Announcing New Board Members and Leadership Appointments

Welcoming Camilo Alvarez, Robin Hauck, Danny Rivera, and Kristi O’Connor to the board while Beau Kenyon and Mallory Ruymann assume co-chair roles.

Boston Art Review Editorial Team posing in two tiers behind a table sporting some of Shrestha's work, and in front of a banner with her design.

Members of the Boston Art Review editorial team and board of directors with artist Sneha Shrestha (aka IMAGINE) during a strategic plan kick-off event in January 2024 in Sneha’s studio. Photo by Bountheng Tanakhone.

For nearly two and a half years, Boston Art Review’s inaugural working board guided the organization through major milestones, including the process of becoming a nonprofit. Now, we’re pleased to announce that this next chapter of our board will be led by co-chairs Beau Kenyon, founding principal at Oakley Collective, who joined as a director November 2021, and Mallory Ruymann, managing partner at art_works, who joined in January 2023. Both Kenyon and Ruymann have been champions of and thought partners with Boston Art Review for years, and their co-leadership will ensure our work remains grounded in our commitment to community while we embark on new paths to ensure the organization’s sustainability and longevity. 

Boston Art Review is also pleased to welcome the following new board members: 

From left to right: A black and white photo of a smiling man with dark hair, a light-skinned blonde woman smiling at the camera, a light-skinned and dark-haired woman smiling at the camera, and a dark-skinned man with glasses and a beard looking at the camera.

Boston Art Review’s new board members. From left: Camilo Alvarez, Robin Hauck, Kristi O’Connor, and Danny Rivera.

 

Camilo Alvarez was born in New York, NY, and resides in Boston. He received a BA in art history from Skidmore College and a master’s of liberal arts in museum studies from Harvard University. He has worked at Exit Art, Socrates Sculpture Park, MIT’s List Visual Art Center, and the Skowhegan School of Painting and Sculpture. He is the co-chair of the Advisory Board at the Institute of Contemporary Art, Boston, and is on the National Advisory Council of Skidmore College’s Tang Teaching Museum. He is the owner, director, and preparator at Samsøñ, formerly Samson Projects, founded in 2004.

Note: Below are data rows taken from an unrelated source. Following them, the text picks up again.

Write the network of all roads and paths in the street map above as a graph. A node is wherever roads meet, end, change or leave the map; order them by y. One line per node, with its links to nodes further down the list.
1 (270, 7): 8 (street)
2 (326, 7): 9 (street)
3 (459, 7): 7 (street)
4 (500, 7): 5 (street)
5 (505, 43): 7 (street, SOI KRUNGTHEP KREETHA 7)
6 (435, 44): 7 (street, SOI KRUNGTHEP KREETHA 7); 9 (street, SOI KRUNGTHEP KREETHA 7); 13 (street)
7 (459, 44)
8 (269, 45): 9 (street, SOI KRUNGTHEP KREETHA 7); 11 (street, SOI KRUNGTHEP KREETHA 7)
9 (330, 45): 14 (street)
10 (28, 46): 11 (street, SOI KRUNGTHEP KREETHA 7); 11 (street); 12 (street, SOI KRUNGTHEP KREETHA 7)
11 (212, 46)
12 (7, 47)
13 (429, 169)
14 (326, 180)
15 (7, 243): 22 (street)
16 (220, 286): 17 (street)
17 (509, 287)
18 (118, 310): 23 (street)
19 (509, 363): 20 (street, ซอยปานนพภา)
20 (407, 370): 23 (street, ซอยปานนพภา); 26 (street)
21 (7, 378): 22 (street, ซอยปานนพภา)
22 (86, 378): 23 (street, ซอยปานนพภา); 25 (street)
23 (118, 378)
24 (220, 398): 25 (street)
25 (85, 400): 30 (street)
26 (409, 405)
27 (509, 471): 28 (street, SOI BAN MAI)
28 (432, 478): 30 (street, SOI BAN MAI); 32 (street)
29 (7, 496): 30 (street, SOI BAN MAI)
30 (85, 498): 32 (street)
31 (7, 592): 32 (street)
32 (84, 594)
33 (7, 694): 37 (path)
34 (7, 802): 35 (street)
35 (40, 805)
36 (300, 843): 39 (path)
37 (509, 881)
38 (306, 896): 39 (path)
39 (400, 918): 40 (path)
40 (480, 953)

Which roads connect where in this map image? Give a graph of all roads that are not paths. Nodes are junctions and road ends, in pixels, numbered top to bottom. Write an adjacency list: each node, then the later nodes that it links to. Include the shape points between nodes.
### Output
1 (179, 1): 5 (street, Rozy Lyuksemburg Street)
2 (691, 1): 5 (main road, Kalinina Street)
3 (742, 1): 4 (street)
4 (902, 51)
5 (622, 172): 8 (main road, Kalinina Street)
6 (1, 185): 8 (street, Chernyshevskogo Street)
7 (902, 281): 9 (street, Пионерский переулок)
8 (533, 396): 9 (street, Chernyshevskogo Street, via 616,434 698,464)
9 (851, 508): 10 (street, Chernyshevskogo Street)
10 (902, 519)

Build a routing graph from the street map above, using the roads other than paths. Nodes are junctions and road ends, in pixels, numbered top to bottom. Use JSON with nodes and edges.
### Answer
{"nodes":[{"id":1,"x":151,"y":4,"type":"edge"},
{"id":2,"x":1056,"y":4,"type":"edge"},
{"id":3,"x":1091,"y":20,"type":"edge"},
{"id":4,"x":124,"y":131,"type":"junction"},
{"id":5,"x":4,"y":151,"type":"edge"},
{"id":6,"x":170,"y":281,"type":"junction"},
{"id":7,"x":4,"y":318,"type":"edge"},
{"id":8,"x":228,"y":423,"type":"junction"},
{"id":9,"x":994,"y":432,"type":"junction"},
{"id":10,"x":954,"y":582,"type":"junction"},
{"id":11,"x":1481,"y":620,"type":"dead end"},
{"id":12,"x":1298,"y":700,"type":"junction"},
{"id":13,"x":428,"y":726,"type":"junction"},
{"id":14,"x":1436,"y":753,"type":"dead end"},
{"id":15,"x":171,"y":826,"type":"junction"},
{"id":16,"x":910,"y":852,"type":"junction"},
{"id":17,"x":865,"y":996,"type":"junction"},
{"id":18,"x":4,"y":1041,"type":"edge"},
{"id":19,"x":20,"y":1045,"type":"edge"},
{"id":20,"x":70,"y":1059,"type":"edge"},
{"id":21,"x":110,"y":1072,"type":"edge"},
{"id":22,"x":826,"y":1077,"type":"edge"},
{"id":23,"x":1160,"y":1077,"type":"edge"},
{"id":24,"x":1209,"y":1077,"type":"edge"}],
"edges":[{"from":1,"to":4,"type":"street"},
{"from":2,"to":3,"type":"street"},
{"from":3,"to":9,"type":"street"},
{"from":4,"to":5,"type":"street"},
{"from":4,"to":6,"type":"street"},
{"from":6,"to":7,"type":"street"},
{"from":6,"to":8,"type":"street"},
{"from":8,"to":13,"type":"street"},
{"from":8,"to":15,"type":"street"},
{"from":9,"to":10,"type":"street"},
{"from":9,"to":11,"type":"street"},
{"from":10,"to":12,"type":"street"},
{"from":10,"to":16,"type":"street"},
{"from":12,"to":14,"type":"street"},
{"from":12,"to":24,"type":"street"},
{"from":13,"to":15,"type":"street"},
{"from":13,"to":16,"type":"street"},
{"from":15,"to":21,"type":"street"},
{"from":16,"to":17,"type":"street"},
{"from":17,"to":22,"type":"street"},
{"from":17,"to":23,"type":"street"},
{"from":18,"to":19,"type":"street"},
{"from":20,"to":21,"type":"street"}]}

Robin Hauck is a researcher, writer, and advocate based outside Boston. She received her master’s in comparative media studies from MIT and her bachelor’s in English and creative writing from Denison University. She is the editor and founder of Misstropolis, a contemporary arts and culture blog in which she explores the intersection of art, history, and identity politics and champions work by thought-leading female artists. She previously ran business development at Education First and was a creative director at Digitas. She is active on the advisory boards of ICA Boston and VIA Art Fund. She participates in local advocacy around issues of climate change and equity through her role as vice president of the board of directors of Hale Education and family homelessness as a volunteer and member of the advisory council of Horizons for Homeless Children. 

Kristi O’Connor has spent nearly two decades working in the education sector, with much of that time dedicated to work in advancement. O’Connor’s career has spanned a variety of institutions, ranging from Harvard College to Kingsley Montessori School, and she is now a senior development officer at Buckingham Browne and Nichols School. She holds a bachelor’s degree in economics from the College of the Holy Cross and a master’s degree in higher education administration, planning, and social policy from the Harvard University Graduate School of Education. She volunteers as a class chair at Holy Cross, as well as serving on the Parents Annual Fund Committees at two Boston-based independent schools.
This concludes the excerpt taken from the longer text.